▸ EXERCISE INSTRUCTIONS: Without the images, write out all of the following entries exactly.

▸ THE INPUT:
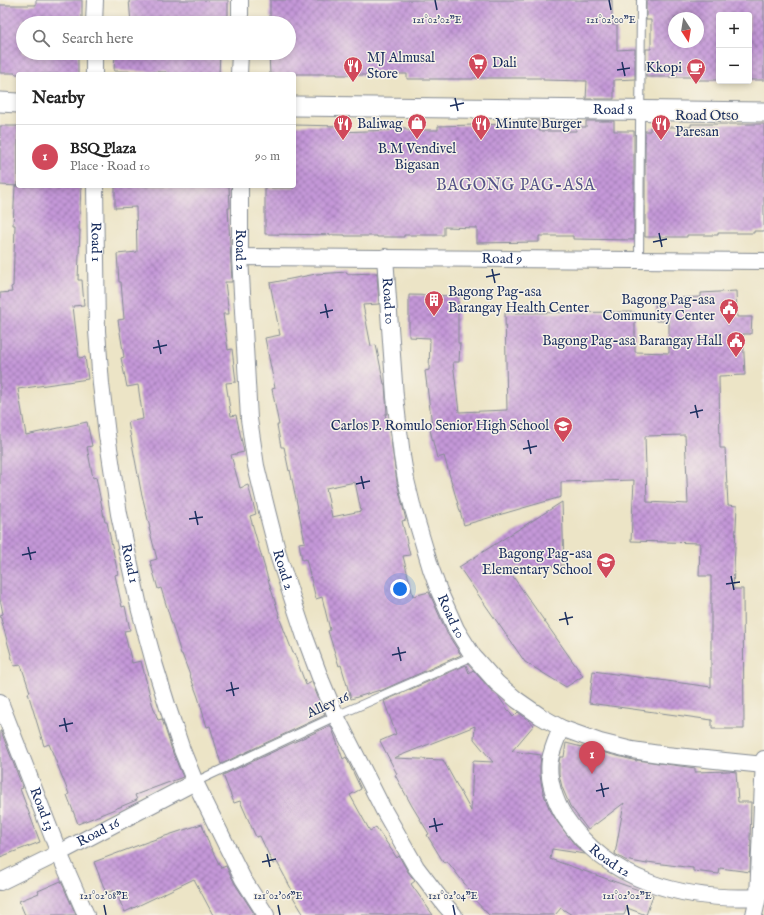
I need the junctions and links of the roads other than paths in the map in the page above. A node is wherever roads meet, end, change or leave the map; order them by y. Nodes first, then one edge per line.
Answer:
1 (95, 0) edge
2 (240, 0) edge
3 (641, 0) edge
4 (94, 16) edge
5 (240, 16) edge
6 (94, 60) edge
7 (240, 60) edge
8 (94, 72) edge
9 (240, 72) edge
10 (0, 102) edge
11 (16, 103) edge
12 (296, 106) edge
13 (641, 111) junction
14 (764, 112) edge
15 (95, 188) edge
16 (240, 188) edge
17 (240, 257) junction
18 (385, 258) junction
19 (639, 260) junction
20 (764, 261) edge
21 (473, 656) junction
22 (0, 702) edge
23 (336, 716) junction
24 (560, 728) junction
25 (764, 759) edge
26 (764, 765) edge
27 (195, 782) junction
28 (59, 853) junction
29 (0, 882) edge
30 (758, 897) junction
31 (86, 915) edge
32 (266, 915) edge
33 (454, 915) edge
34 (754, 915) edge

1 - 4 street
2 - 5 street
3 - 13 lane
6 - 8 street
7 - 9 street
10 - 11 street
12 - 13 street, Road 8
13 - 14 street, Road 8
13 - 19 lane
15 - 27 street, Road 1
16 - 17 street, Road 2
17 - 18 street, Road 9
17 - 23 street, Road 2
18 - 19 street, Road 9
18 - 21 street, Road 10
19 - 20 street, Road 9
21 - 23 lane, Alley 16
21 - 24 street, Road 10
22 - 28 street, Road 13
23 - 27 lane, Alley 16
23 - 33 street, Road 2
24 - 26 street, Road 10
24 - 30 street, Road 12
25 - 26 street
26 - 30 street
27 - 28 street, Road 16
27 - 32 street, Road 1
28 - 29 street, Road 16
28 - 31 street, Road 13
30 - 34 street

▸ SOLVED PROBLEM:
I need the junctions and links of the roads other than paths in the map in the page above. A node is wherever roads meet, end, change or leave the map; order them by y. Nodes first, then one edge per line.
Answer:
1 (95, 0) edge
2 (240, 0) edge
3 (641, 0) edge
4 (94, 16) edge
5 (240, 16) edge
6 (94, 60) edge
7 (240, 60) edge
8 (94, 72) edge
9 (240, 72) edge
10 (0, 102) edge
11 (16, 103) edge
12 (296, 106) edge
13 (641, 111) junction
14 (764, 112) edge
15 (95, 188) edge
16 (240, 188) edge
17 (240, 257) junction
18 (385, 258) junction
19 (639, 260) junction
20 (764, 261) edge
21 (473, 656) junction
22 (0, 702) edge
23 (336, 716) junction
24 (560, 728) junction
25 (764, 759) edge
26 (764, 765) edge
27 (195, 782) junction
28 (59, 853) junction
29 (0, 882) edge
30 (758, 897) junction
31 (86, 915) edge
32 (266, 915) edge
33 (454, 915) edge
34 (754, 915) edge

1 - 4 street
2 - 5 street
3 - 13 lane
6 - 8 street
7 - 9 street
10 - 11 street
12 - 13 street, Road 8
13 - 14 street, Road 8
13 - 19 lane
15 - 27 street, Road 1
16 - 17 street, Road 2
17 - 18 street, Road 9
17 - 23 street, Road 2
18 - 19 street, Road 9
18 - 21 street, Road 10
19 - 20 street, Road 9
21 - 23 lane, Alley 16
21 - 24 street, Road 10
22 - 28 street, Road 13
23 - 27 lane, Alley 16
23 - 33 street, Road 2
24 - 26 street, Road 10
24 - 30 street, Road 12
25 - 26 street
26 - 30 street
27 - 28 street, Road 16
27 - 32 street, Road 1
28 - 29 street, Road 16
28 - 31 street, Road 13
30 - 34 street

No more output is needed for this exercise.